DATA: Begin

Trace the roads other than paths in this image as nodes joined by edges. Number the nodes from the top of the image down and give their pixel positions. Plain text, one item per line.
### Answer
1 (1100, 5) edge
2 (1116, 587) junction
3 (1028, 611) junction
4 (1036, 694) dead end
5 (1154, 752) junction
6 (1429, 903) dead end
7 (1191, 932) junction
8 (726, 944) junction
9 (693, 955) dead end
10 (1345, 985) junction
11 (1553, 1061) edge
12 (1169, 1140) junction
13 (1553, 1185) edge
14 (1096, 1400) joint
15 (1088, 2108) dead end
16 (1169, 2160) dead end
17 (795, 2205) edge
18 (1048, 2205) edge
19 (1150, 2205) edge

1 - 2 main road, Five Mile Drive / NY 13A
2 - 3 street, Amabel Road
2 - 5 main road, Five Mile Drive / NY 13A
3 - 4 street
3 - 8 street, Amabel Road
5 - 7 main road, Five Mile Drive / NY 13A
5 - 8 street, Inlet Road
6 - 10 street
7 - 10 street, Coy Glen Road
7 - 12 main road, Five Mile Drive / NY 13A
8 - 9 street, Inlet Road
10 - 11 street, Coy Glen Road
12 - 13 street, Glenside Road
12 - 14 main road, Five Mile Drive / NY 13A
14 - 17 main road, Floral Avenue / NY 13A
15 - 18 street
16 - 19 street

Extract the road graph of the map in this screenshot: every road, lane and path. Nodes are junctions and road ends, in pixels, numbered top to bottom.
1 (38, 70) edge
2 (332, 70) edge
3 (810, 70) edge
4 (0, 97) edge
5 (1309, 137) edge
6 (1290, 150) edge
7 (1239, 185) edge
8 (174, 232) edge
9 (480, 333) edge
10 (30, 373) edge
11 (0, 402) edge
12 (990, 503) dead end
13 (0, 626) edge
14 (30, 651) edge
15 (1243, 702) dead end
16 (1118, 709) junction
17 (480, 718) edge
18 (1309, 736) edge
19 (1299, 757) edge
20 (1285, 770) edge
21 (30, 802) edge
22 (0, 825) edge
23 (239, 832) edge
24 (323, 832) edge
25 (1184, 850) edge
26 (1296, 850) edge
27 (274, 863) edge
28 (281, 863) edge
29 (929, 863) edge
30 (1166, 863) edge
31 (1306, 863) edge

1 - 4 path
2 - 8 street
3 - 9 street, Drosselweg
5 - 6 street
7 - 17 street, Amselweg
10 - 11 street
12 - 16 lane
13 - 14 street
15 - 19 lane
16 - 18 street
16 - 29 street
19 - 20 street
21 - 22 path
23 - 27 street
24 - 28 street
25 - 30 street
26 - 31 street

DATA: End

- [WHAT TO WORK ON]:
Repeat the whole of the data above exactly as it appears.

- [RESPONSE TO THIS TASK]:
Trace the roads other than paths in this image as nodes joined by edges. Number the nodes from the top of the image down and give their pixel positions. Plain text, one item per line.
### Answer
1 (1100, 5) edge
2 (1116, 587) junction
3 (1028, 611) junction
4 (1036, 694) dead end
5 (1154, 752) junction
6 (1429, 903) dead end
7 (1191, 932) junction
8 (726, 944) junction
9 (693, 955) dead end
10 (1345, 985) junction
11 (1553, 1061) edge
12 (1169, 1140) junction
13 (1553, 1185) edge
14 (1096, 1400) joint
15 (1088, 2108) dead end
16 (1169, 2160) dead end
17 (795, 2205) edge
18 (1048, 2205) edge
19 (1150, 2205) edge

1 - 2 main road, Five Mile Drive / NY 13A
2 - 3 street, Amabel Road
2 - 5 main road, Five Mile Drive / NY 13A
3 - 4 street
3 - 8 street, Amabel Road
5 - 7 main road, Five Mile Drive / NY 13A
5 - 8 street, Inlet Road
6 - 10 street
7 - 10 street, Coy Glen Road
7 - 12 main road, Five Mile Drive / NY 13A
8 - 9 street, Inlet Road
10 - 11 street, Coy Glen Road
12 - 13 street, Glenside Road
12 - 14 main road, Five Mile Drive / NY 13A
14 - 17 main road, Floral Avenue / NY 13A
15 - 18 street
16 - 19 street

Extract the road graph of the map in this screenshot: every road, lane and path. Nodes are junctions and road ends, in pixels, numbered top to bottom.
1 (38, 70) edge
2 (332, 70) edge
3 (810, 70) edge
4 (0, 97) edge
5 (1309, 137) edge
6 (1290, 150) edge
7 (1239, 185) edge
8 (174, 232) edge
9 (480, 333) edge
10 (30, 373) edge
11 (0, 402) edge
12 (990, 503) dead end
13 (0, 626) edge
14 (30, 651) edge
15 (1243, 702) dead end
16 (1118, 709) junction
17 (480, 718) edge
18 (1309, 736) edge
19 (1299, 757) edge
20 (1285, 770) edge
21 (30, 802) edge
22 (0, 825) edge
23 (239, 832) edge
24 (323, 832) edge
25 (1184, 850) edge
26 (1296, 850) edge
27 (274, 863) edge
28 (281, 863) edge
29 (929, 863) edge
30 (1166, 863) edge
31 (1306, 863) edge

1 - 4 path
2 - 8 street
3 - 9 street, Drosselweg
5 - 6 street
7 - 17 street, Amselweg
10 - 11 street
12 - 16 lane
13 - 14 street
15 - 19 lane
16 - 18 street
16 - 29 street
19 - 20 street
21 - 22 path
23 - 27 street
24 - 28 street
25 - 30 street
26 - 31 street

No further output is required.